To express 8x or 8x-V3BaL gp120-gp41, NIH3T3 cells plated on T75 flasks were incubated with the vaccinia virus vTF7-3 (5 M.O.I.) for 1–2 hrs at 37°C. Subsequently, the cells were transfected with 15 μg DNA (psp73.8x or psp73.8x.V3BaL using lipofectamine (Invitrogen, Inc.) in 3 ml DMEM (without serum) and incubations were continued for 4–6 hrs at 37°C. DMEM containing 10% FBS + antibiotics (D10) was added and cells were incubated for additional 16–20 hours. For the fusion assay, cells were harvested using EDTA-based cell dissociation buffer (Life Technologies, Inc.) and labeled with 10 μM CMFDA following manufacturer's directions. The CMFDA-labeled HIV-1 Env-expressing cells (2 × 10⁵ per well) were added to the same number of CMTMR-labeled NIH3T3 targets expressing CD4 and/or cognate co-receptors and the samples were incubated for 4–10 hrs at 37°C. Dye redistribution as a result of fusion was monitored microscopically as described previously 37. The extent of fusion was calculated as: Percent Fusion = 100 × number of cells positive for both dyes/number of bound cells positive for CMTMR.
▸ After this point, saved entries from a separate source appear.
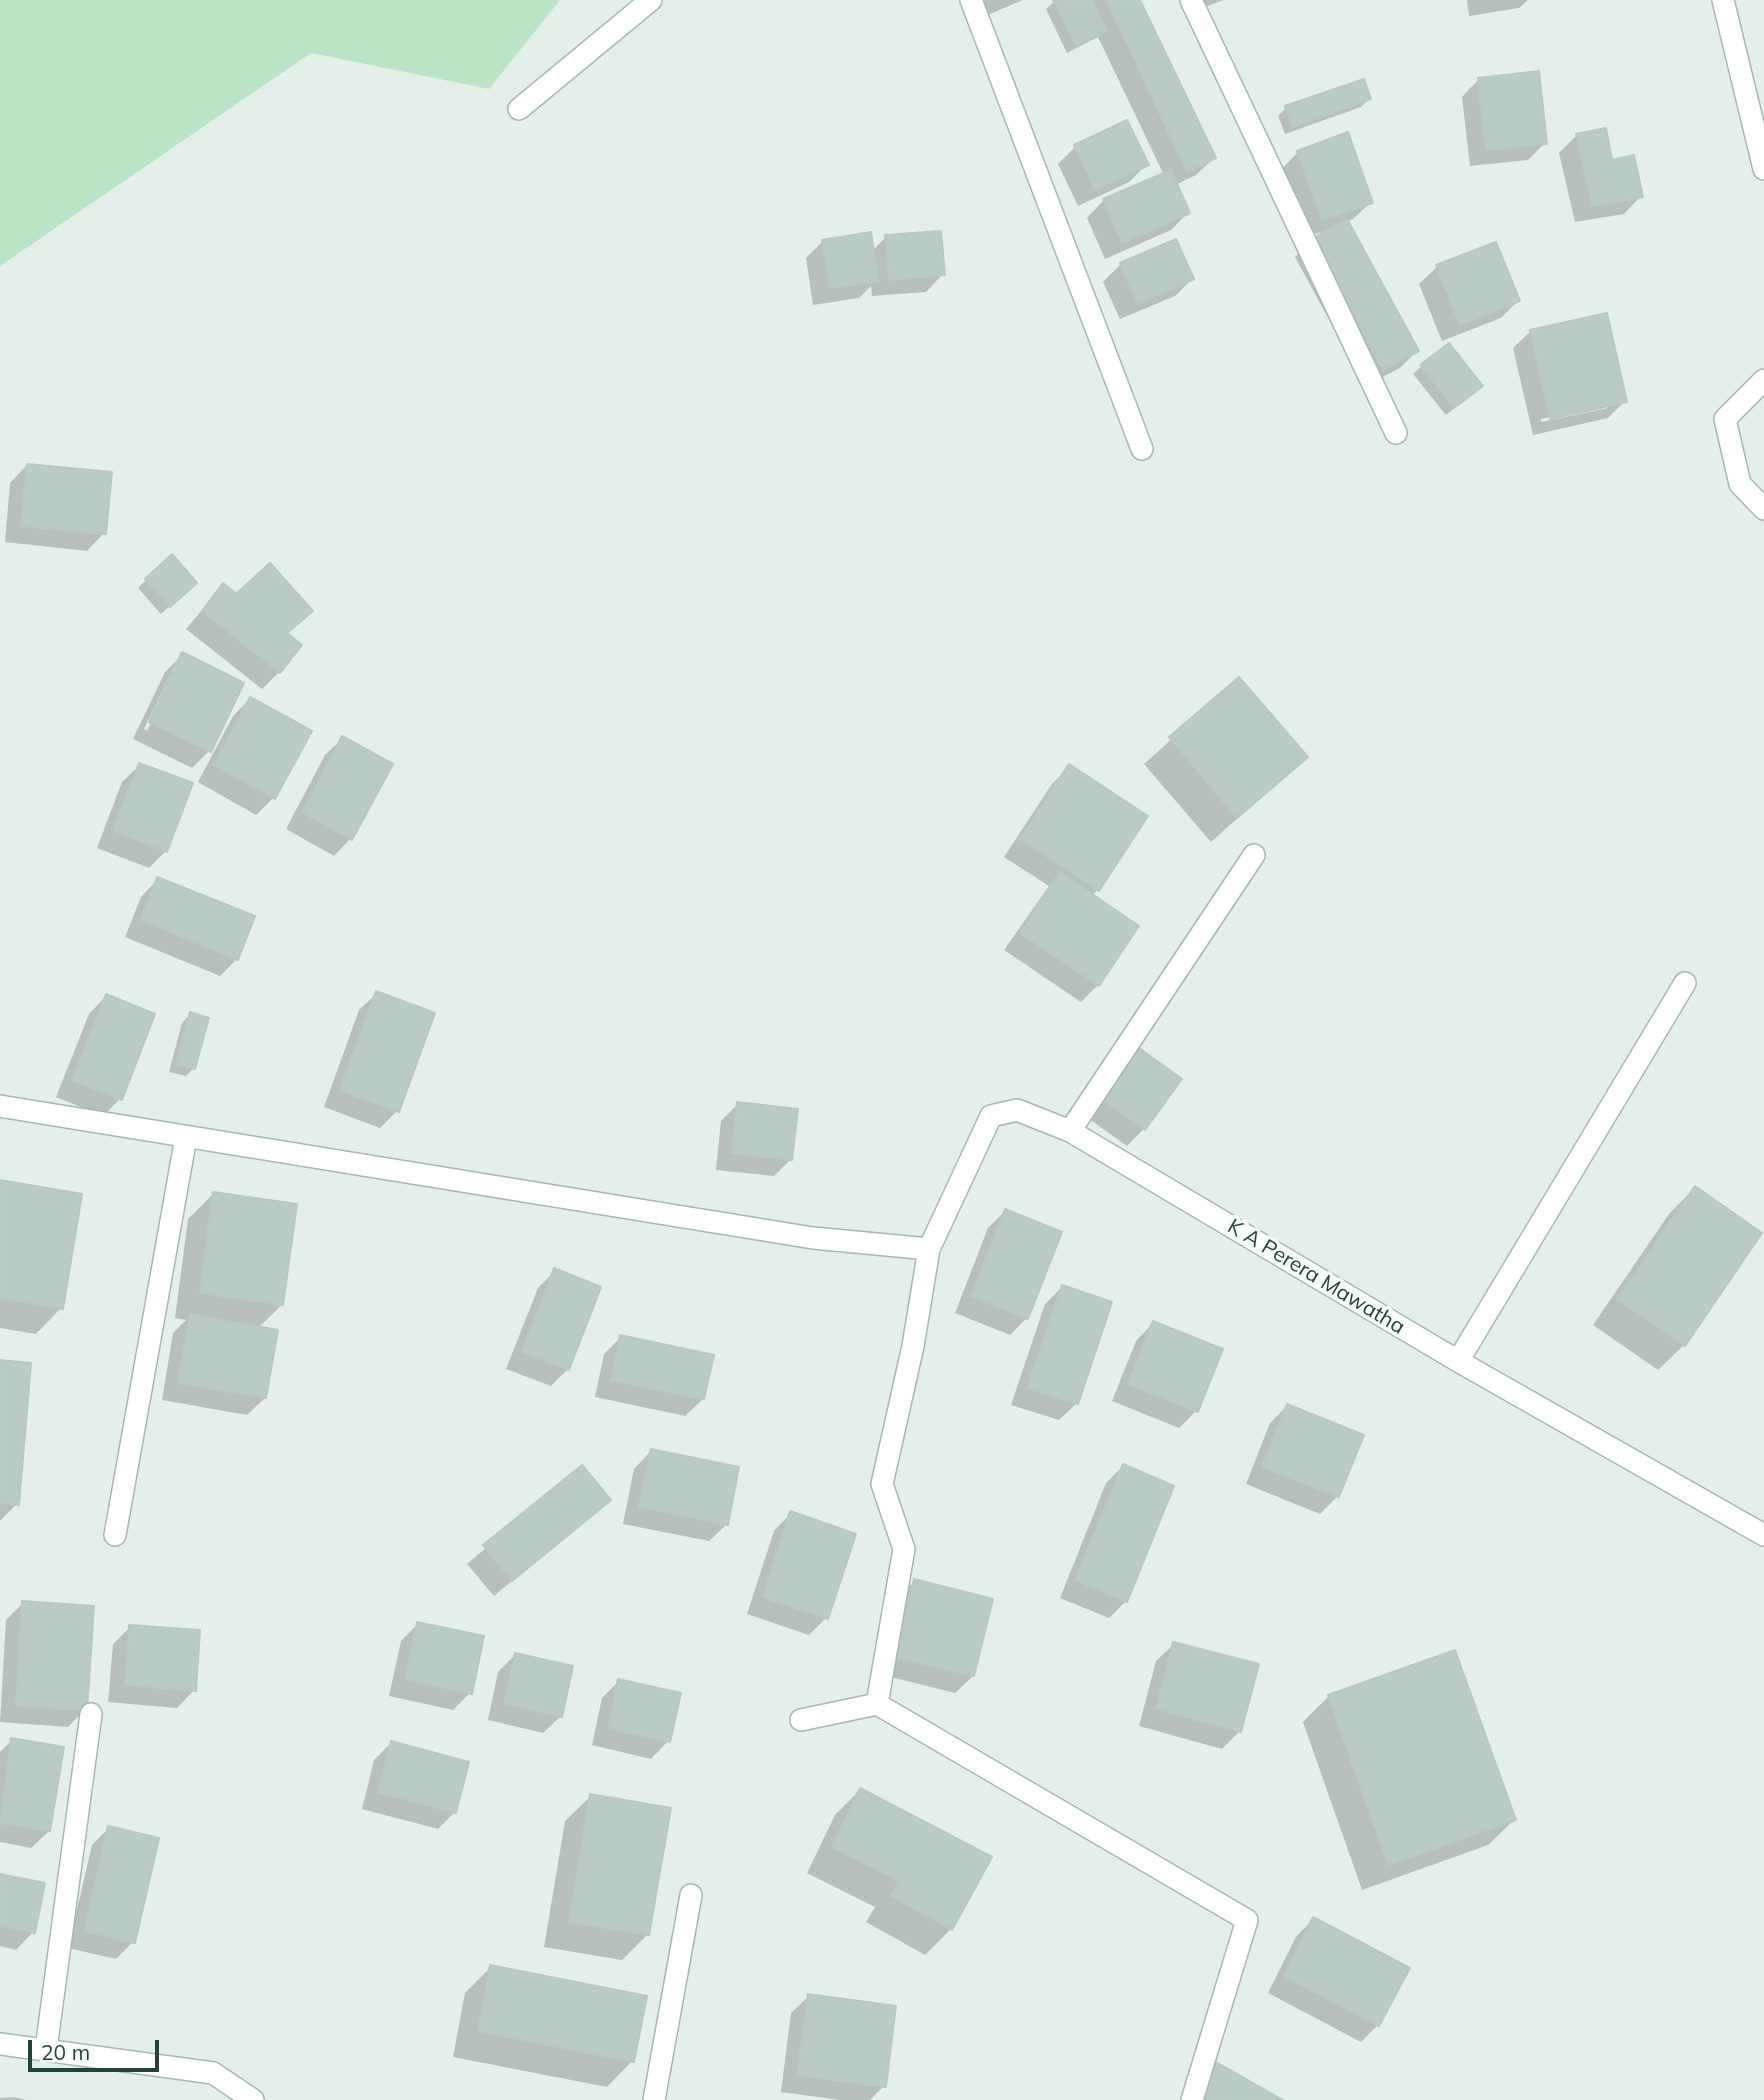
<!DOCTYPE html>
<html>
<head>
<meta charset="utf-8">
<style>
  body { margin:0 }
  #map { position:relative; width:1764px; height:2100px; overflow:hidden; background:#e4efea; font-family:Mulish,sans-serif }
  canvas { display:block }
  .scale { position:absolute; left:28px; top:2040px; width:131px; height:32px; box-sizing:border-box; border:4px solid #21443a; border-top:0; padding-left:9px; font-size:21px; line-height:24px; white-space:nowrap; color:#21443a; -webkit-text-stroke:5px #f6fbf8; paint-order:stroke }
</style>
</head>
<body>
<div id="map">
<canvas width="1764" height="2100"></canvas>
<div class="scale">20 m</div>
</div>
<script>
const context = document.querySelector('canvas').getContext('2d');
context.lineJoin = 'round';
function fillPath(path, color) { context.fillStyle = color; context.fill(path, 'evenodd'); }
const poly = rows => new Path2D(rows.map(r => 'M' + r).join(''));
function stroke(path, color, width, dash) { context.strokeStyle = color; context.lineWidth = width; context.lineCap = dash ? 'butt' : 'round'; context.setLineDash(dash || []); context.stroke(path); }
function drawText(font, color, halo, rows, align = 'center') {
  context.font = font + ' Mulish,sans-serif'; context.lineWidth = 7; context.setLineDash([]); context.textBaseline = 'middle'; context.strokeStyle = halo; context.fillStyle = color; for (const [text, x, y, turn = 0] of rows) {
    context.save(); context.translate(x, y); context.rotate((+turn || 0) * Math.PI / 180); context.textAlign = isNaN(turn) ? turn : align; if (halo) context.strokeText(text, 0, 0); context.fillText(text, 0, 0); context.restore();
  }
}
fillPath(poly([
  [0,0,560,0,489,89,311,53,0,266]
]), '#bbe3c5');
fillPath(poly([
  [978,0,1023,0,985,16],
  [1138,0,1214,158,1196,175,1175,185,1188,213,1171,230,1105,259,1087,218,1104,200,1164,175,1098,37,1067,53,1046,9,1056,0],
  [1196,0,1224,0,1199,9],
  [1467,0,1528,0,1519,8,1469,16],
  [1479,79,1545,143,1528,160,1470,166,1462,97],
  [1369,99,1361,107,1285,134,1278,116,1286,108],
  [1604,130,1611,162,1641,196,1624,214,1575,222,1559,153,1576,136],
  [1075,147,1146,165,1129,182,1078,206,1058,164],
  [1298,152,1371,202,1353,219,1346,222,1417,351,1400,368,1365,386,1295,257,1312,240,1334,229,1305,236,1281,170],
  [886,237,943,274,926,292,872,296,871,286,859,298,813,305,806,258,823,241,872,251],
  [1175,241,1192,279,1175,296,1120,319,1103,282,1121,264],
  [1495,244,1518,301,1501,318,1442,341,1419,284,1437,267],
  [1531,331,1625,401,1608,418,1533,435,1513,348],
  [1608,404,1608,408,1541,422,1541,419],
  [1422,366,1481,386,1446,415,1413,374],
  [27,465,104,533,87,551,5,542,10,483],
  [146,580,186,591,161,614,138,588],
  [223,585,236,596,310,611,286,635,279,672,262,689,186,629],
  [183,654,209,751,192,768,133,739,165,672],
  [171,673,175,673,147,731,144,729],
  [1239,679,1306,757,1211,842,1144,764],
  [250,699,273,798,256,815,198,782,233,716],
  [343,738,351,838,334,856,286,829,325,755],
  [140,765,166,851,149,868,97,848,122,782],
  [1069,767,1097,890,1092,896,1098,985,1081,1002,1004,950,1049,886,1004,857,1052,784],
  [158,879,237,959,220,976,125,937,141,897],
  [377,993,397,1111,380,1128,324,1107,359,1010],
  [106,996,120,1099,103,1116,56,1097,89,1014],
  [190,1014,194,1068,186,1076,169,1072,182,1023],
  [1118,1064,1144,1129,1127,1146,1082,1114],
  [738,1104,791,1159,774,1176,716,1170,721,1121],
  [0,1182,61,1308,36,1334,0,1328],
  [1695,1188,1684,1345,1658,1370,1593,1325,1669,1214],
  [214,1193,282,1305,258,1328,265,1398,247,1415,162,1400,173,1333,186,1320,175,1318,188,1219],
  [1005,1211,1027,1318,1010,1335,955,1313,988,1228],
  [555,1271,568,1369,551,1386,506,1369,538,1288],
  [1062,1287,1077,1403,1059,1420,1011,1405,1045,1304],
  [1153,1323,1196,1411,1179,1428,1112,1401,1136,1341],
  [621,1337,703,1399,685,1416,595,1397,604,1354],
  [0,1362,17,1504,0,1521],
  [1287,1406,1338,1496,1320,1514,1246,1484,1270,1423],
  [651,1451,727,1524,709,1541,623,1524,634,1469],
  [1123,1466,1126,1601,1109,1618,1060,1598,1106,1483],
  [582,1467,608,1500,494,1596,467,1564],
  [791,1513,826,1618,809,1635,747,1614,774,1531],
  [915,1581,973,1676,955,1693,879,1674,897,1598],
  [23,1603,85,1709,68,1727,0,1722,6,1620],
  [418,1624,470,1693,453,1710,389,1696,401,1641],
  [130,1627,194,1690,177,1708,108,1702,113,1644],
  [1174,1644,1240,1731,1222,1749,1139,1726,1156,1661],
  [516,1654,561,1716,543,1733,488,1720,498,1672],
  [619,1681,668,1741,651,1759,592,1745,602,1698],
  [1329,1696,1514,1820,1488,1845,1362,1890,1303,1722],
  [12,1740,49,1831,31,1848,0,1842,0,1752],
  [391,1743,455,1812,438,1829,362,1809,374,1760],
  [860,1790,951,1929,925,1955,866,1922,875,1907,807,1873,835,1815],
  [591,1796,648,1934,622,1960,544,1947,565,1821],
  [109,1828,133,1942,116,1959,68,1948,92,1845],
  [0,1876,33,1932,16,1950,0,1946],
  [1313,1919,1378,2025,1361,2042,1268,1993,1296,1937],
  [491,1967,632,2061,607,2087,453,2057,465,1993],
  [809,1996,884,2086,870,2100,840,2100,781,2092,791,2013],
  [15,2097,26,2100,0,2100,0,2098]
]), '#0003');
const building = poly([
  [1053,0,1092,0,1107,31,1076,46,1053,0],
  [1106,0,1140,0,1216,158,1187,171,1106,0],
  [1539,71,1547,144,1486,150,1478,78,1539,71],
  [1364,79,1371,99,1293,127,1285,106,1364,79],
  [1127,120,1149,165,1095,190,1074,145,1127,120],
  [1606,128,1612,160,1634,155,1643,197,1592,206,1576,134,1606,128],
  [1348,132,1373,203,1322,220,1297,151,1348,132],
  [1171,170,1190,213,1122,243,1103,199,1171,170],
  [1347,219,1419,351,1383,370,1311,239,1347,219],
  [941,231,945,275,889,280,885,235,941,231],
  [871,232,878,281,830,288,822,240,871,232],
  [1176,239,1194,279,1138,304,1120,263,1176,239],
  [1496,242,1520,301,1460,325,1436,265,1496,242],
  [1607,313,1627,402,1550,419,1530,330,1607,313],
  [1449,343,1483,386,1454,408,1420,365,1449,343],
  [27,464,112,472,106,534,21,526,27,464],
  [172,554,197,583,170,607,145,579,172,554],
  [270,563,313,611,287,633,302,645,280,673,202,611,223,583,236,594,270,563],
  [182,652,244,683,211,752,149,722,182,652],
  [1239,677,1308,757,1237,818,1169,737,1239,677],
  [250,697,312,731,275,799,214,765,250,697],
  [342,736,393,764,352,840,302,812,342,736],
  [139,763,193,783,167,852,113,830,139,763],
  [1069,764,1148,816,1099,891,1020,839,1069,764],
  [1060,872,1139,926,1099,986,1020,933,1060,872],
  [157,877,255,916,238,960,141,920,157,877],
  [376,991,435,1013,399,1112,340,1090,376,991],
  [106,994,155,1014,122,1100,72,1080,106,994],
  [190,1012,209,1018,195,1069,176,1064,190,1012],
  [1135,1045,1182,1079,1145,1130,1098,1096,1135,1045],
  [737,1102,798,1109,792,1160,732,1153,737,1102],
  [0,1180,82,1194,63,1309,0,1298,0,1180],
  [1695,1186,1762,1233,1685,1346,1617,1299,1695,1186],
  [213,1192,297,1204,283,1305,200,1293,213,1192],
  [1005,1209,1062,1232,1028,1319,971,1296,1005,1209],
  [554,1268,601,1287,569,1370,522,1352,554,1268],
  [1062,1285,1112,1302,1078,1404,1027,1388,1062,1285],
  [190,1314,278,1330,266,1398,178,1383,190,1314],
  [1153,1321,1223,1349,1198,1412,1128,1384,1153,1321],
  [620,1335,714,1355,704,1399,611,1380,620,1335],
  [0,1360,31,1363,19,1505,0,1503,0,1360],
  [1287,1404,1364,1435,1339,1497,1262,1467,1287,1404],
  [651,1449,739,1467,728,1525,639,1507,651,1449],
  [1123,1464,1174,1486,1127,1602,1075,1580,1123,1464],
  [582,1465,611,1500,512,1581,483,1545,582,1465],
  [790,1511,856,1534,828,1619,763,1597,790,1511],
  [914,1579,993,1599,974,1676,895,1657,914,1579],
  [22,1601,94,1606,87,1710,16,1706,22,1601],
  [417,1622,484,1636,472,1694,405,1679,417,1622],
  [129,1625,200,1630,196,1691,125,1685,129,1625],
  [1173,1642,1259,1664,1241,1732,1156,1709,1173,1642],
  [1455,1650,1516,1820,1388,1865,1328,1695,1455,1650],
  [515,1653,573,1666,562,1717,504,1703,515,1653],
  [618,1679,681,1693,670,1742,608,1728,618,1679],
  [11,1738,64,1747,50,1831,0,1823,11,1738],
  [391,1741,469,1762,456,1813,378,1792,391,1741],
  [860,1788,992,1857,952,1930,891,1896,899,1881,832,1847,860,1788],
  [590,1794,671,1808,649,1935,569,1922,590,1794],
  [108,1826,159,1838,135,1943,84,1931,108,1826],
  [0,1874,45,1883,35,1933,0,1926,0,1874],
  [1313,1917,1410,1968,1379,2026,1284,1976,1313,1917],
  [490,1965,647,1996,634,2062,478,2031,490,1965],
  [808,1994,896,2006,886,2087,797,2075,808,1994],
  [1216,2062,1283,2100,1194,2100,1216,2062]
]);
fillPath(building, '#b9cbc3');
stroke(building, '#b6cac1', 2);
const street = poly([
  [971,0,1142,449],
  [1191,0,1396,433],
  [1723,0,1764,169],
  [519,109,651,0],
  [1764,380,1725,419,1740,484,1764,509],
  [0,1106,813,1238,929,1249],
  [1070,1131,1254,855],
  [1458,1361,1685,983],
  [115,1535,186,1137],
  [877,1704,1247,1920,1192,2100],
  [801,1720,877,1704,904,1549,882,1484,913,1346,929,1249,991,1116,1017,1110,1070,1131,1458,1361,1764,1535],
  [0,2044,213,2073,253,2100],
  [46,2049,91,1714],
  [654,2100,691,1895]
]);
stroke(street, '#a6b8b2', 24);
stroke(street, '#fff', 21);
drawText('21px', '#21443a', '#f6fbf8', [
  ["K A Perera Mawatha",1316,1277,31]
]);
</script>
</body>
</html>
Intracellular [Ca²⁺] mobilization was measured by incubating 2 × 10⁷ cells/ml in loading medium (DMEM containing 10% FCS and 2 mM glutamine) with 7 mM Fura-2 AM for 45 min at room temperature. The dye-loaded cells were washed and resuspended in saline buffer (138 mM NaCl, 6 mM KCl, 1 mM CaCl2, 10 mM HEPES, 5 mM glucose, and 0.1% BSA, pH 7.4) at a density of 0.5 × 10⁶/ml. The cells were then transferred into quartz cuvettes (1 × 10⁶ cells in 2 ml saline buffer), which were placed in a fluorescence spectrometer (Perkin-Elmer, Beaconsfield, U. K.). Chemokines were added in a volume of 20 ml to each cuvette. The intensity of the fluorescence was measured as the ratio at 340 and 380 nm wavelengths and calculated using a FL WinLab program (Perkin-Elmer).